- [Task prompt]: Gather up every line from the entries below that uses the word "with".

- [Material for the task]:
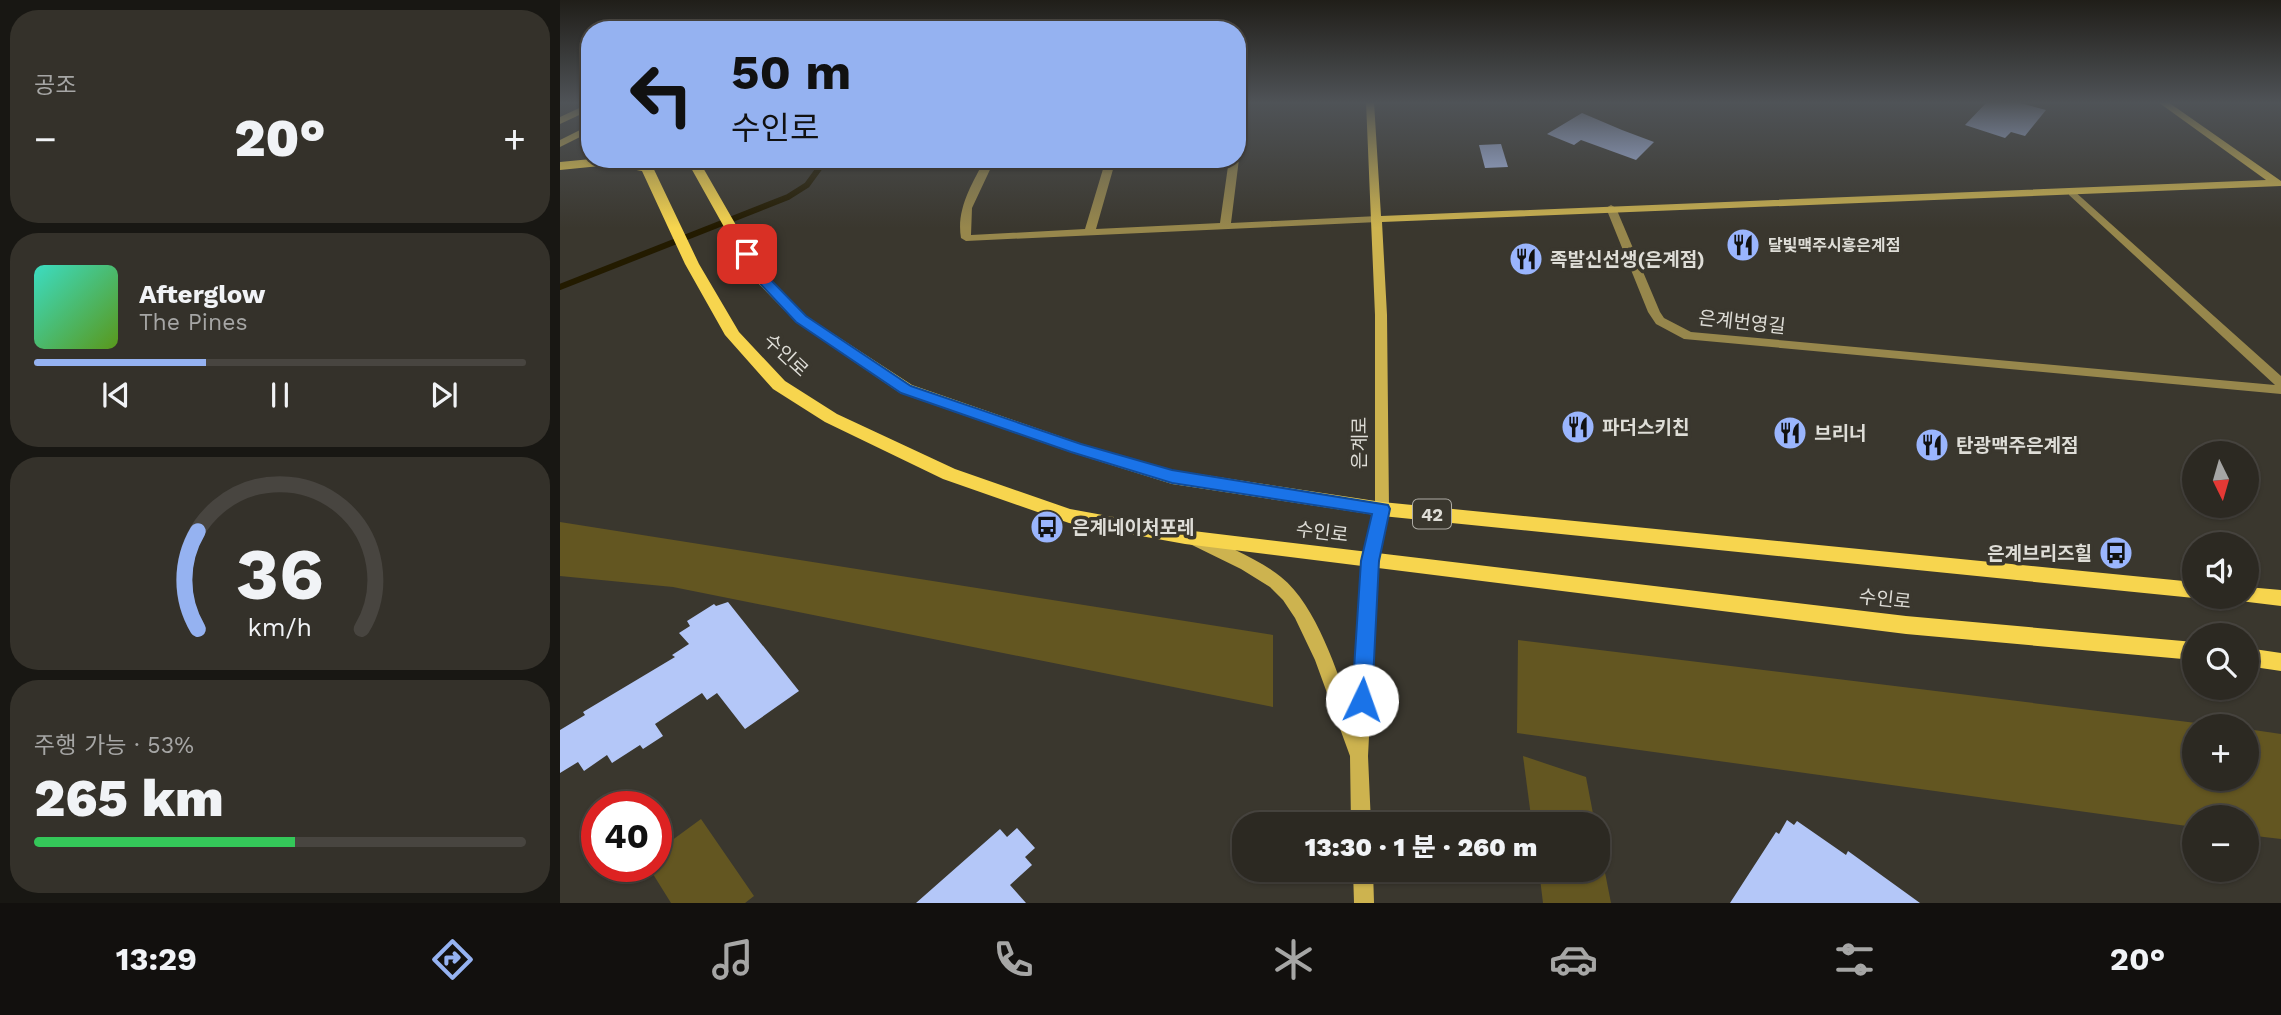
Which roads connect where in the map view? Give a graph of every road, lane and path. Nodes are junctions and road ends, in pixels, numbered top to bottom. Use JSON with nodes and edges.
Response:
{"nodes":[{"id":1,"x":1373,"y":144,"type":"edge"},
{"id":2,"x":2222,"y":144,"type":"edge"},
{"id":3,"x":581,"y":164,"type":"edge"},
{"id":4,"x":560,"y":166,"type":"edge"},
{"id":5,"x":647,"y":168,"type":"edge"},
{"id":6,"x":697,"y":168,"type":"edge"},
{"id":7,"x":986,"y":168,"type":"edge"},
{"id":8,"x":1108,"y":168,"type":"edge"},
{"id":9,"x":1233,"y":168,"type":"edge"},
{"id":10,"x":2279,"y":184,"type":"edge"},
{"id":11,"x":2073,"y":193,"type":"junction"},
{"id":12,"x":1612,"y":208,"type":"junction"},
{"id":13,"x":1378,"y":219,"type":"junction"},
{"id":14,"x":1225,"y":227,"type":"junction"},
{"id":15,"x":1089,"y":234,"type":"junction"},
{"id":16,"x":2281,"y":383,"type":"edge"},
{"id":17,"x":2281,"y":390,"type":"edge"},
{"id":18,"x":1382,"y":509,"type":"junction"},
{"id":19,"x":1190,"y":538,"type":"junction"},
{"id":20,"x":1370,"y":561,"type":"junction"},
{"id":21,"x":2182,"y":589,"type":"edge"},
{"id":22,"x":2259,"y":596,"type":"edge"},
{"id":23,"x":2281,"y":598,"type":"edge"},
{"id":24,"x":2182,"y":649,"type":"edge"},
{"id":25,"x":2259,"y":659,"type":"edge"},
{"id":26,"x":2281,"y":662,"type":"edge"},
{"id":27,"x":1359,"y":756,"type":"junction"},
{"id":28,"x":1361,"y":812,"type":"edge"},
{"id":29,"x":1363,"y":882,"type":"edge"},
{"id":30,"x":1364,"y":903,"type":"edge"}],
"edges":[{"from":1,"to":13,"type":"street","name":"은계로"},
{"from":2,"to":10,"type":"street"},
{"from":3,"to":4,"type":"main road"},
{"from":5,"to":19,"type":"main road","name":"수인로"},
{"from":6,"to":18,"type":"main road","name":"수인로","number":"42"},
{"from":7,"to":15,"type":"street"},
{"from":8,"to":15,"type":"street"},
{"from":9,"to":14,"type":"street"},
{"from":10,"to":11,"type":"street"},
{"from":11,"to":12,"type":"street"},
{"from":11,"to":16,"type":"street"},
{"from":12,"to":13,"type":"street"},
{"from":12,"to":17,"type":"street","name":"은계번영길"},
{"from":13,"to":14,"type":"street"},
{"from":13,"to":18,"type":"street","name":"은계로"},
{"from":14,"to":15,"type":"street"},
{"from":18,"to":20,"type":"street","name":"은계로"},
{"from":18,"to":21,"type":"main road","name":"수인로","number":"42"},
{"from":19,"to":20,"type":"main road","name":"수인로"},
{"from":19,"to":27,"type":"street"},
{"from":20,"to":24,"type":"main road","name":"수인로"},
{"from":20,"to":27,"type":"street","name":"은계로"},
{"from":22,"to":23,"type":"main road"},
{"from":25,"to":26,"type":"main road"},
{"from":27,"to":28,"type":"street","name":"은계로"},
{"from":29,"to":30,"type":"street"}]}
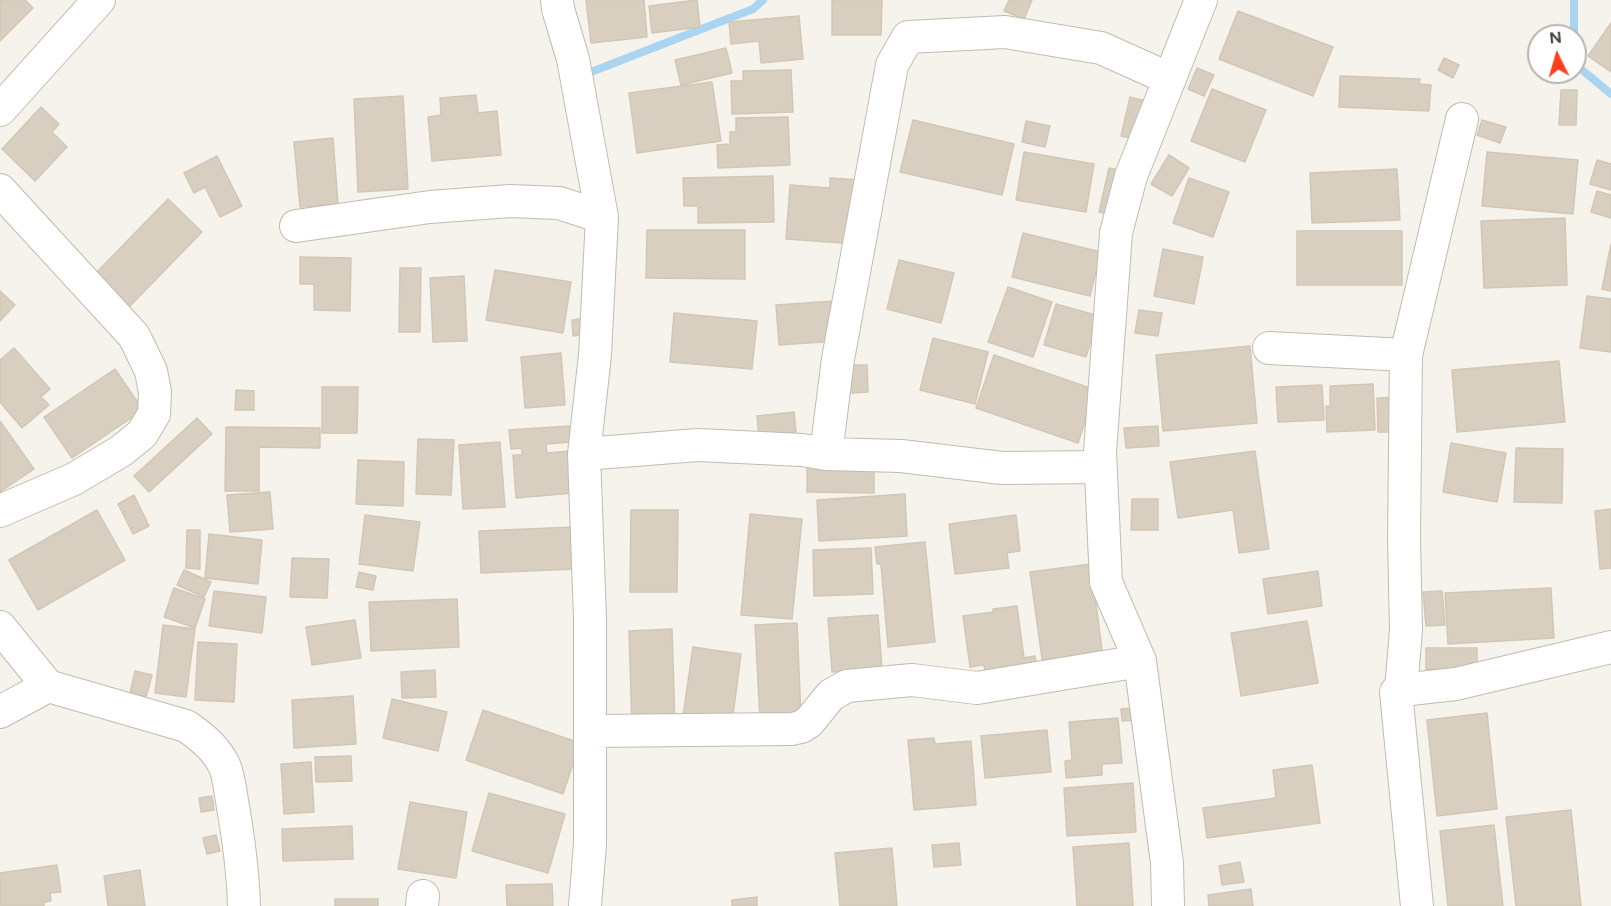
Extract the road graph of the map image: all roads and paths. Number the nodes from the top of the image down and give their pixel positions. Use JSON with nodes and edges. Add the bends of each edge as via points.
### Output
{"nodes":[{"id":1,"x":99,"y":0,"type":"edge"},
{"id":2,"x":557,"y":0,"type":"edge"},
{"id":3,"x":1201,"y":0,"type":"edge"},
{"id":4,"x":1170,"y":80,"type":"junction"},
{"id":5,"x":0,"y":110,"type":"edge"},
{"id":6,"x":1462,"y":119,"type":"dead end"},
{"id":7,"x":0,"y":190,"type":"edge"},
{"id":8,"x":602,"y":217,"type":"junction"},
{"id":9,"x":296,"y":226,"type":"dead end"},
{"id":10,"x":1269,"y":348,"type":"dead end"},
{"id":11,"x":1406,"y":355,"type":"junction"},
{"id":12,"x":584,"y":454,"type":"junction"},
{"id":13,"x":826,"y":454,"type":"junction"},
{"id":14,"x":1100,"y":467,"type":"junction"},
{"id":15,"x":0,"y":511,"type":"edge"},
{"id":16,"x":0,"y":627,"type":"edge"},
{"id":17,"x":1611,"y":647,"type":"edge"},
{"id":18,"x":1140,"y":661,"type":"junction"},
{"id":19,"x":48,"y":686,"type":"junction"},
{"id":20,"x":1401,"y":690,"type":"junction"},
{"id":21,"x":0,"y":712,"type":"edge"},
{"id":22,"x":590,"y":731,"type":"junction"},
{"id":23,"x":244,"y":906,"type":"edge"},
{"id":24,"x":585,"y":906,"type":"edge"},
{"id":25,"x":1168,"y":906,"type":"edge"},
{"id":26,"x":1418,"y":906,"type":"edge"}],
"edges":[{"from":1,"to":5,"type":"street"},
{"from":2,"to":8,"type":"street","via":[[573,58]]},
{"from":3,"to":4,"type":"street"},
{"from":4,"to":13,"type":"street","via":[[1101,48],[1005,32],[908,37],[892,65],[838,359]]},
{"from":4,"to":14,"type":"street","via":[[1131,176],[1116,233]]},
{"from":6,"to":11,"type":"street"},
{"from":7,"to":15,"type":"street","via":[[134,336],[155,392],[154,414],[142,434],[121,451],[74,479]]},
{"from":8,"to":9,"type":"street","via":[[560,203],[510,201],[430,207]]},
{"from":8,"to":12,"type":"street","via":[[595,355]]},
{"from":10,"to":11,"type":"street"},
{"from":11,"to":20,"type":"street","via":[[1406,630]]},
{"from":12,"to":13,"type":"street","via":[[698,445]]},
{"from":12,"to":22,"type":"street"},
{"from":13,"to":14,"type":"street","via":[[901,456],[1002,468]]},
{"from":14,"to":18,"type":"street","via":[[1106,582]]},
{"from":16,"to":19,"type":"street"},
{"from":17,"to":20,"type":"street","via":[[1456,684]]},
{"from":18,"to":22,"type":"street","via":[[977,688],[912,680],[847,686],[831,695],[809,722],[792,729]]},
{"from":18,"to":25,"type":"street","via":[[1167,863]]},
{"from":19,"to":21,"type":"street"},
{"from":19,"to":23,"type":"street","via":[[186,726],[203,738],[218,755],[228,777]]},
{"from":20,"to":26,"type":"street","via":[[1396,692]]},
{"from":22,"to":24,"type":"street","via":[[590,844]]}]}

- [Answer to the exercise]:
Which roads connect where in the map view? Give a graph of every road, lane and path. Nodes are junctions and road ends, in pixels, numbered top to bottom. Use JSON with nodes and edges.
Extract the road graph of the map image: all roads and paths. Number the nodes from the top of the image down and give their pixel positions. Use JSON with nodes and edges. Add the bends of each edge as via points.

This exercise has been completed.